↓↓↓
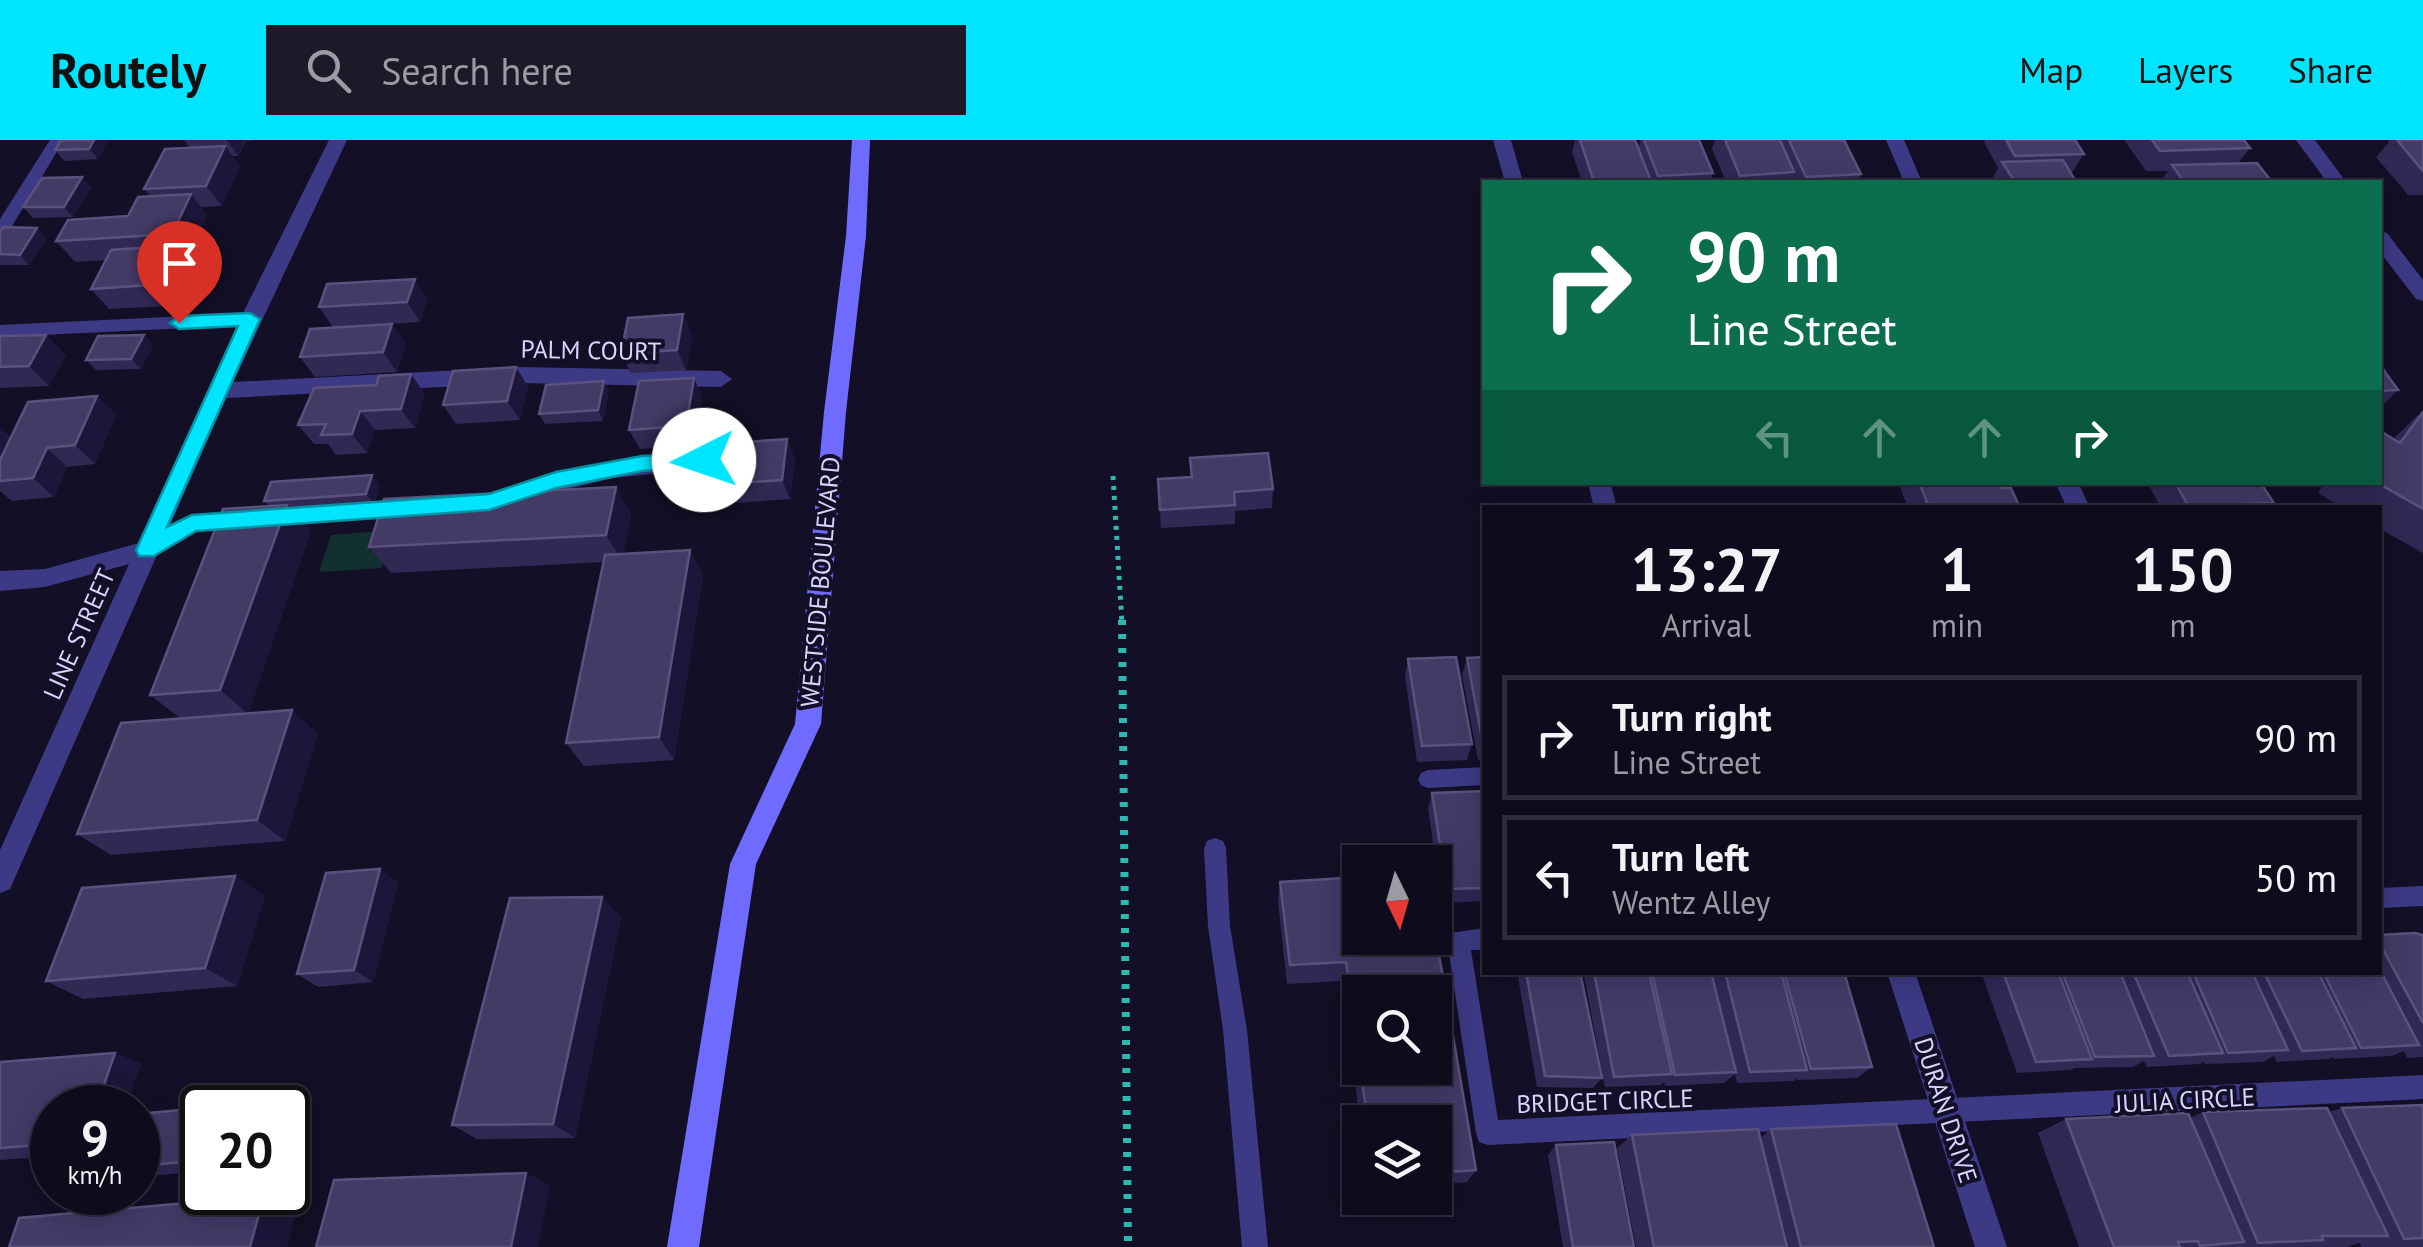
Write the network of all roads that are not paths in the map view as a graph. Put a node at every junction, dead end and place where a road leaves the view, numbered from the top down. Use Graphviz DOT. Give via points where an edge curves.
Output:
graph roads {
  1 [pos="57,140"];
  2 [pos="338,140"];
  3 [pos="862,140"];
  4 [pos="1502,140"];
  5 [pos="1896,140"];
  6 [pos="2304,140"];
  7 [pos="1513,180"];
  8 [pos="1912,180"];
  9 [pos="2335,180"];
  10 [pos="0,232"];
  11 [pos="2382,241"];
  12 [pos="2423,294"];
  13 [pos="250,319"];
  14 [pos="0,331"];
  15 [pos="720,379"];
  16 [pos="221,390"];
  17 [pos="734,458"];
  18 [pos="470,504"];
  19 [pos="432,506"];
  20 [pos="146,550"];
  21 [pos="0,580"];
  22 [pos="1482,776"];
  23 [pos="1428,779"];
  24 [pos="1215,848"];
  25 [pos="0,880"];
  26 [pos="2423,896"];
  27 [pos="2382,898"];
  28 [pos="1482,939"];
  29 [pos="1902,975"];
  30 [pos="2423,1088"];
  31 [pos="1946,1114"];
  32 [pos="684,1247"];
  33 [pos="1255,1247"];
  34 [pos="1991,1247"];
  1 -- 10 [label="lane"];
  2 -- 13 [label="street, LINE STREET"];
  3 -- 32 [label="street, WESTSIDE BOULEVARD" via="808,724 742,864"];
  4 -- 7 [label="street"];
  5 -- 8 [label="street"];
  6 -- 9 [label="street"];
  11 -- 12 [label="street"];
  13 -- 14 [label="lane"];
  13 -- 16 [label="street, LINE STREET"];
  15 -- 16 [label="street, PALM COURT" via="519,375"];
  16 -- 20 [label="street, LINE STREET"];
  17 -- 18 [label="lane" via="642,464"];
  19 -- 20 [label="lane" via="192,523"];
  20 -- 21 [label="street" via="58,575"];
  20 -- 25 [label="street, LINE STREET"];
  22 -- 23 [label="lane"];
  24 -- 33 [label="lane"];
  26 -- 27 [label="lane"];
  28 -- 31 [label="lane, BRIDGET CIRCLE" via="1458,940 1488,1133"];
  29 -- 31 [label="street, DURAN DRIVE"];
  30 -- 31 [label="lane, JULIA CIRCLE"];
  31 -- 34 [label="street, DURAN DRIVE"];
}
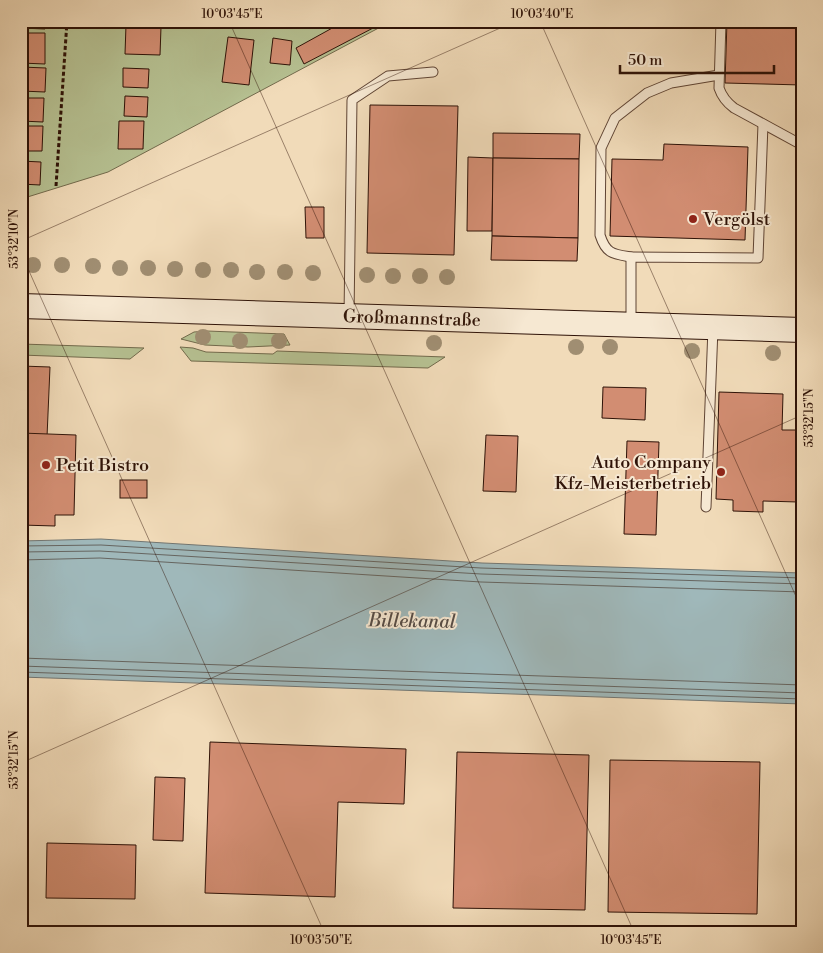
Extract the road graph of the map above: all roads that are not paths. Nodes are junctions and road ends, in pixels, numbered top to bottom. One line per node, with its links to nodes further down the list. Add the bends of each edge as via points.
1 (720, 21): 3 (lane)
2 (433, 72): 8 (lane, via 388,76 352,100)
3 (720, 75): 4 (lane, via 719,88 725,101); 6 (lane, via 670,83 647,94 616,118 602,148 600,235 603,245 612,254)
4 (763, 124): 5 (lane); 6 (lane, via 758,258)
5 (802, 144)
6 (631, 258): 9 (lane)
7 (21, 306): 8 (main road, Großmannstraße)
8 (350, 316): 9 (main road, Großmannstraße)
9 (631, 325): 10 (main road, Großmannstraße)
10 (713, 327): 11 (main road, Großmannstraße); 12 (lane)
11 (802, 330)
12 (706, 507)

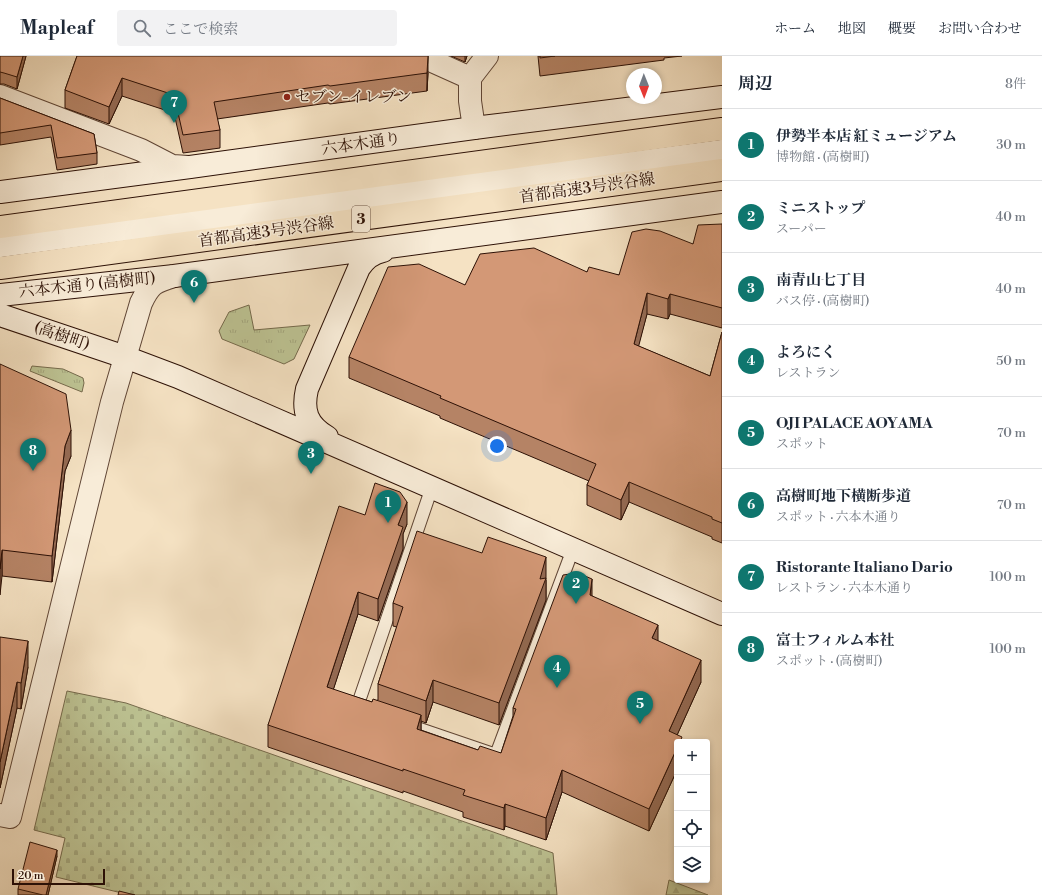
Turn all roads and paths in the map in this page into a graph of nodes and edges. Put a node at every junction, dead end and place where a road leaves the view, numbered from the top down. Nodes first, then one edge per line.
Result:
↑↑↑
- _Work instruction_
No picture belongs in the answer, but every word of the records above does, exactly as given.

- _Exercise result_
Write the network of all roads that are not paths in the map view as a graph. Put a node at every junction, dead end and place where a road leaves the view, numbered from the top down. Use Graphviz DOT. Give via points where an edge curves.
Output:
graph roads {
  1 [pos="57,140"];
  2 [pos="338,140"];
  3 [pos="862,140"];
  4 [pos="1502,140"];
  5 [pos="1896,140"];
  6 [pos="2304,140"];
  7 [pos="1513,180"];
  8 [pos="1912,180"];
  9 [pos="2335,180"];
  10 [pos="0,232"];
  11 [pos="2382,241"];
  12 [pos="2423,294"];
  13 [pos="250,319"];
  14 [pos="0,331"];
  15 [pos="720,379"];
  16 [pos="221,390"];
  17 [pos="734,458"];
  18 [pos="470,504"];
  19 [pos="432,506"];
  20 [pos="146,550"];
  21 [pos="0,580"];
  22 [pos="1482,776"];
  23 [pos="1428,779"];
  24 [pos="1215,848"];
  25 [pos="0,880"];
  26 [pos="2423,896"];
  27 [pos="2382,898"];
  28 [pos="1482,939"];
  29 [pos="1902,975"];
  30 [pos="2423,1088"];
  31 [pos="1946,1114"];
  32 [pos="684,1247"];
  33 [pos="1255,1247"];
  34 [pos="1991,1247"];
  1 -- 10 [label="lane"];
  2 -- 13 [label="street, LINE STREET"];
  3 -- 32 [label="street, WESTSIDE BOULEVARD" via="808,724 742,864"];
  4 -- 7 [label="street"];
  5 -- 8 [label="street"];
  6 -- 9 [label="street"];
  11 -- 12 [label="street"];
  13 -- 14 [label="lane"];
  13 -- 16 [label="street, LINE STREET"];
  15 -- 16 [label="street, PALM COURT" via="519,375"];
  16 -- 20 [label="street, LINE STREET"];
  17 -- 18 [label="lane" via="642,464"];
  19 -- 20 [label="lane" via="192,523"];
  20 -- 21 [label="street" via="58,575"];
  20 -- 25 [label="street, LINE STREET"];
  22 -- 23 [label="lane"];
  24 -- 33 [label="lane"];
  26 -- 27 [label="lane"];
  28 -- 31 [label="lane, BRIDGET CIRCLE" via="1458,940 1488,1133"];
  29 -- 31 [label="street, DURAN DRIVE"];
  30 -- 31 [label="lane, JULIA CIRCLE"];
  31 -- 34 [label="street, DURAN DRIVE"];
}
Extract the road graph of the map above: all roads that are not paths. Nodes are junctions and road ends, in pixels, numbered top to bottom. One line per node, with its links to nodes further down the list. Add the bends of each edge as via points.
1 (720, 21): 3 (lane)
2 (433, 72): 8 (lane, via 388,76 352,100)
3 (720, 75): 4 (lane, via 719,88 725,101); 6 (lane, via 670,83 647,94 616,118 602,148 600,235 603,245 612,254)
4 (763, 124): 5 (lane); 6 (lane, via 758,258)
5 (802, 144)
6 (631, 258): 9 (lane)
7 (21, 306): 8 (main road, Großmannstraße)
8 (350, 316): 9 (main road, Großmannstraße)
9 (631, 325): 10 (main road, Großmannstraße)
10 (713, 327): 11 (main road, Großmannstraße); 12 (lane)
11 (802, 330)
12 (706, 507)

Turn all roads and paths in the map in this page into a graph of nodes and edges. Put a node at every junction, dead end and place where a road leaves the view, numbered from the top down. Nodes first, then one edge per line.
Result:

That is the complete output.